- EXTRACTED RECORDS -
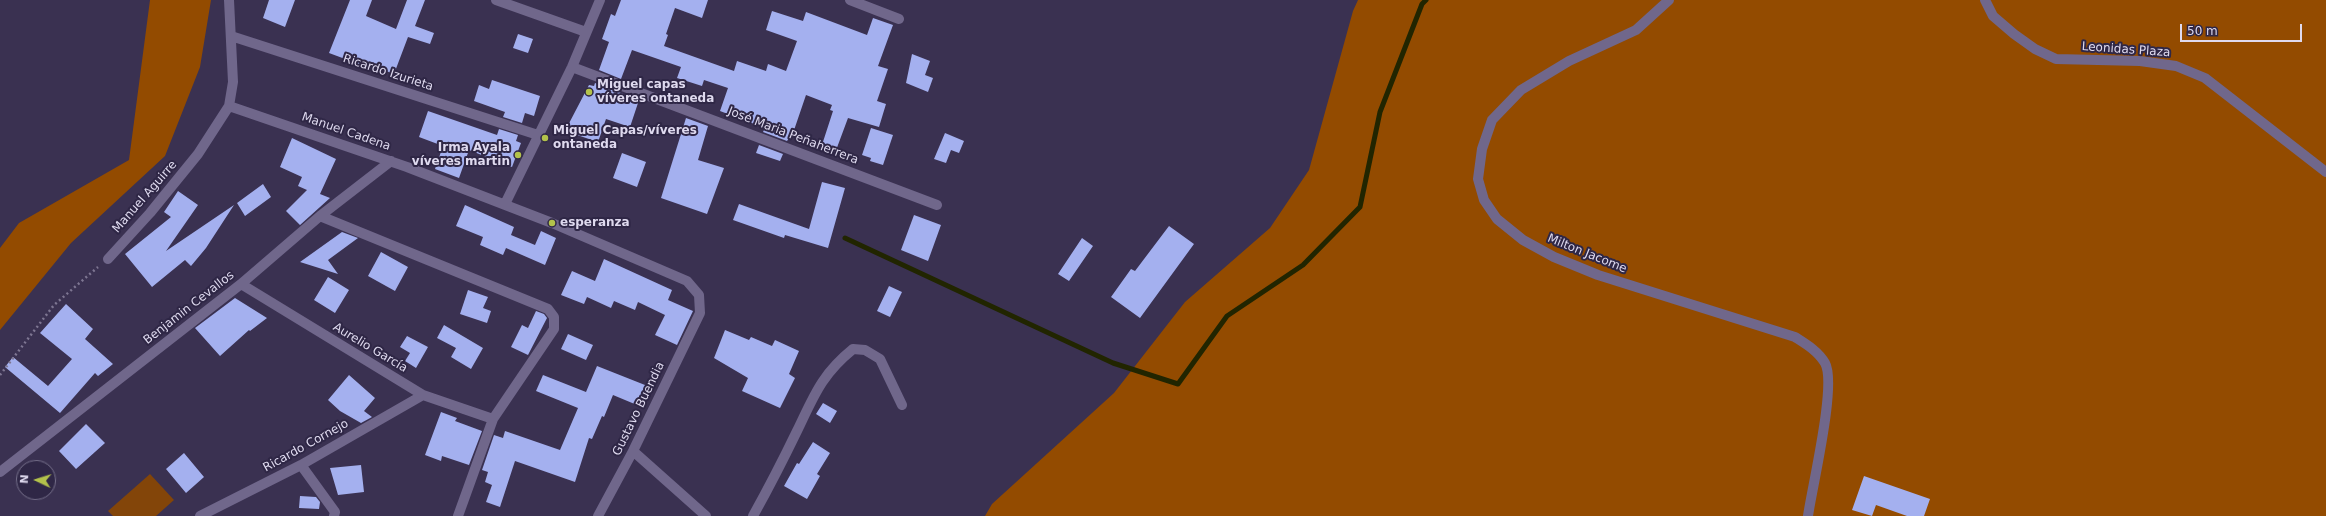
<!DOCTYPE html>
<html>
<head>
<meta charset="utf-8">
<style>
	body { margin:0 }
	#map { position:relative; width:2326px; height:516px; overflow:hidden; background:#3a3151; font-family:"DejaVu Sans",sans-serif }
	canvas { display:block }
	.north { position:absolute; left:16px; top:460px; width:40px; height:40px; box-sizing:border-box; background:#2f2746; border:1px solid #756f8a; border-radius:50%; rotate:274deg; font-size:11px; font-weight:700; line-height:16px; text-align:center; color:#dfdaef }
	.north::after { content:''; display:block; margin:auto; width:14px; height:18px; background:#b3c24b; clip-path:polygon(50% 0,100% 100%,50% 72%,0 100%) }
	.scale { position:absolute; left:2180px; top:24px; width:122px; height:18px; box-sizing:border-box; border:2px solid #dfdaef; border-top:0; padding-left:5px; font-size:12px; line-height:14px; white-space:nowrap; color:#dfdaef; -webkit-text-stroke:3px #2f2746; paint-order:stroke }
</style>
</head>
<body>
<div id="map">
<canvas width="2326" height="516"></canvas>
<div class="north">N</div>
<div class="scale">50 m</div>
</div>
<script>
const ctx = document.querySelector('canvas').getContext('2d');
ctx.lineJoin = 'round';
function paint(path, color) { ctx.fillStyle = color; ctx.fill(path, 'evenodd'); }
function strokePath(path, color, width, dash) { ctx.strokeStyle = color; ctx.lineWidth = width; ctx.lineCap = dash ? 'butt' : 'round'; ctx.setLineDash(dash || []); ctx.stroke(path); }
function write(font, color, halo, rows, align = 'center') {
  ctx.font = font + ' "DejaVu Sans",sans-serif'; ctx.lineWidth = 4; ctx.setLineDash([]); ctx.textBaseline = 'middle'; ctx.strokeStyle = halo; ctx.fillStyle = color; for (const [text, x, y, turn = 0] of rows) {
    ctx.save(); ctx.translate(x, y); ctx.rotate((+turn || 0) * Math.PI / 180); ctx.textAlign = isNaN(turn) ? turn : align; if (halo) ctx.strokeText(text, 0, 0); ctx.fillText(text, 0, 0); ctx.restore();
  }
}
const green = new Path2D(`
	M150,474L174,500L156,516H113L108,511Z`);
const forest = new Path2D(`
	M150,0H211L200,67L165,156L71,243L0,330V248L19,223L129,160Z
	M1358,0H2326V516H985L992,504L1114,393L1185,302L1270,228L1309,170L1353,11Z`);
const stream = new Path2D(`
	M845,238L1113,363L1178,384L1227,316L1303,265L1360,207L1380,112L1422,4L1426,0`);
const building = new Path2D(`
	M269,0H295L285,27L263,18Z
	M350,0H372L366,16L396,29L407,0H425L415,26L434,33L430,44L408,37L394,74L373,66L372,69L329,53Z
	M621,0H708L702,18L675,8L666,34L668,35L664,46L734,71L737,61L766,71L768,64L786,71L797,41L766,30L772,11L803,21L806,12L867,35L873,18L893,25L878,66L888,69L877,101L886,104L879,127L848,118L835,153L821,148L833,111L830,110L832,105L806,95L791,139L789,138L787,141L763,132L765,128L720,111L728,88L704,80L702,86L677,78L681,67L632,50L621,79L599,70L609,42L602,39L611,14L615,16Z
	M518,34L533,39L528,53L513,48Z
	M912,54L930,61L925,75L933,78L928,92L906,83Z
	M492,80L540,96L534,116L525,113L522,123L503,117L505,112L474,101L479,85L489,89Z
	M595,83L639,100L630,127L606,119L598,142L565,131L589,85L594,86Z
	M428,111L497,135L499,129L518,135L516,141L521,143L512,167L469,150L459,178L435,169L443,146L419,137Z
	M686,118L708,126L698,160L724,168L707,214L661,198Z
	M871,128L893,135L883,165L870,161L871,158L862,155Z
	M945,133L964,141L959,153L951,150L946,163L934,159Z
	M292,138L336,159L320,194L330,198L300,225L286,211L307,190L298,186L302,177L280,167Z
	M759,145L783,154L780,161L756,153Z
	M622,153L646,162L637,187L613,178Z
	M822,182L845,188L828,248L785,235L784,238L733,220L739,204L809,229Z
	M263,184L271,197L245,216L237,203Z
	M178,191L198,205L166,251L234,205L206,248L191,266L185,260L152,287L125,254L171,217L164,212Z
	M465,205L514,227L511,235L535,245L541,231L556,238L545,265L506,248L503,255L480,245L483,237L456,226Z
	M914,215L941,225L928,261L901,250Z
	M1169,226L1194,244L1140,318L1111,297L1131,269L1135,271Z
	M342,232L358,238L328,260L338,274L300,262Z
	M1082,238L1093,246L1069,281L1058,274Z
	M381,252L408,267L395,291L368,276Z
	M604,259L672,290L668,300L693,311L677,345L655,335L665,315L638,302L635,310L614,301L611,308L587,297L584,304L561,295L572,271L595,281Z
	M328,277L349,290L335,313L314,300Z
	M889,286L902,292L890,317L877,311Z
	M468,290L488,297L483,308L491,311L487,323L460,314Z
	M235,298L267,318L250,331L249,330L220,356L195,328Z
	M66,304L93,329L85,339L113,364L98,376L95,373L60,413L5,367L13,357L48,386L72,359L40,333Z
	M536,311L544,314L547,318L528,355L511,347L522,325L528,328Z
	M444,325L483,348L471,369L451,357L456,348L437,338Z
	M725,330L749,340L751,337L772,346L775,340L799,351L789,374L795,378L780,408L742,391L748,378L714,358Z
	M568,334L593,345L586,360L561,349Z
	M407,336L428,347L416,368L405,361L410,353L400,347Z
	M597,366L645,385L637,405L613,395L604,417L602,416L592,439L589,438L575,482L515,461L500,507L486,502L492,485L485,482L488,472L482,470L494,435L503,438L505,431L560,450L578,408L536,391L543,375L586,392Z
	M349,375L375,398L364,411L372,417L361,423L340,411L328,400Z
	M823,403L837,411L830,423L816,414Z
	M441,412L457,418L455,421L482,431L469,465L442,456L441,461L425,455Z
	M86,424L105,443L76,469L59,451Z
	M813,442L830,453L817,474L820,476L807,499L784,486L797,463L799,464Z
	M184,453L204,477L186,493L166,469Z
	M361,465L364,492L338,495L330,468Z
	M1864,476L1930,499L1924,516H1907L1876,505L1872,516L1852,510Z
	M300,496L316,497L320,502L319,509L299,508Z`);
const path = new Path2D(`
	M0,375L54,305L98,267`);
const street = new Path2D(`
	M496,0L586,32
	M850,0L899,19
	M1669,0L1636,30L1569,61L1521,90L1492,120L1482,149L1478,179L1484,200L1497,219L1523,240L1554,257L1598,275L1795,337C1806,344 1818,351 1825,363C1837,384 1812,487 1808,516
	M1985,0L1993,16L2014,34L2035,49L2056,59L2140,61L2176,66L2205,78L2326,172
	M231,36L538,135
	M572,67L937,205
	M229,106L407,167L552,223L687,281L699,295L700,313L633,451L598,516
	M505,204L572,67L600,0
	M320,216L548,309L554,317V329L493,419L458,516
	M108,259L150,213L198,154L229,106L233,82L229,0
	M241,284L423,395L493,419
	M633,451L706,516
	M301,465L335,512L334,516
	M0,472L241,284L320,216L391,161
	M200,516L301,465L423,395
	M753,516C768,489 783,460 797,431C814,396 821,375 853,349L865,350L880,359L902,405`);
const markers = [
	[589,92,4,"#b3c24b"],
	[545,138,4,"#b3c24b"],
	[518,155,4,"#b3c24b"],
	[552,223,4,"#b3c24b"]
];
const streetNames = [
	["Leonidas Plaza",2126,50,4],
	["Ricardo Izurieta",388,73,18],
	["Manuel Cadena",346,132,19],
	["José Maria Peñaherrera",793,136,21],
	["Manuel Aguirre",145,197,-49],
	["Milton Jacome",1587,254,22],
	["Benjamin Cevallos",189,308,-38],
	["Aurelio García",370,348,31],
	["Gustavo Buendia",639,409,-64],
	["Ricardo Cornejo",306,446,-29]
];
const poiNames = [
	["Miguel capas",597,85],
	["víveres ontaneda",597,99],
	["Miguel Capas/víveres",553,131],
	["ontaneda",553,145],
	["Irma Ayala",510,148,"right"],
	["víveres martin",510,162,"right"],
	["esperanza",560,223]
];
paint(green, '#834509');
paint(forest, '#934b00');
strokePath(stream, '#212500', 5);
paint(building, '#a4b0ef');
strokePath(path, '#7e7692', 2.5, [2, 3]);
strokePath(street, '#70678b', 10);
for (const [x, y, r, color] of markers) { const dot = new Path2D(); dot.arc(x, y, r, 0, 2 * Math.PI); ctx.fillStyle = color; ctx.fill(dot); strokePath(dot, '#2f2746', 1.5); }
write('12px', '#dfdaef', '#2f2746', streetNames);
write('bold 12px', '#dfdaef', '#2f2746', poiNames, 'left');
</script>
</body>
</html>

- EXERCISE DIRECTIONS -
Every line in the data above that contains "canvas" needs to be copied.

- RESULT OF THE EXERCISE -
	canvas { display:block }
<canvas width="2326" height="516"></canvas>
const ctx = document.querySelector('canvas').getContext('2d');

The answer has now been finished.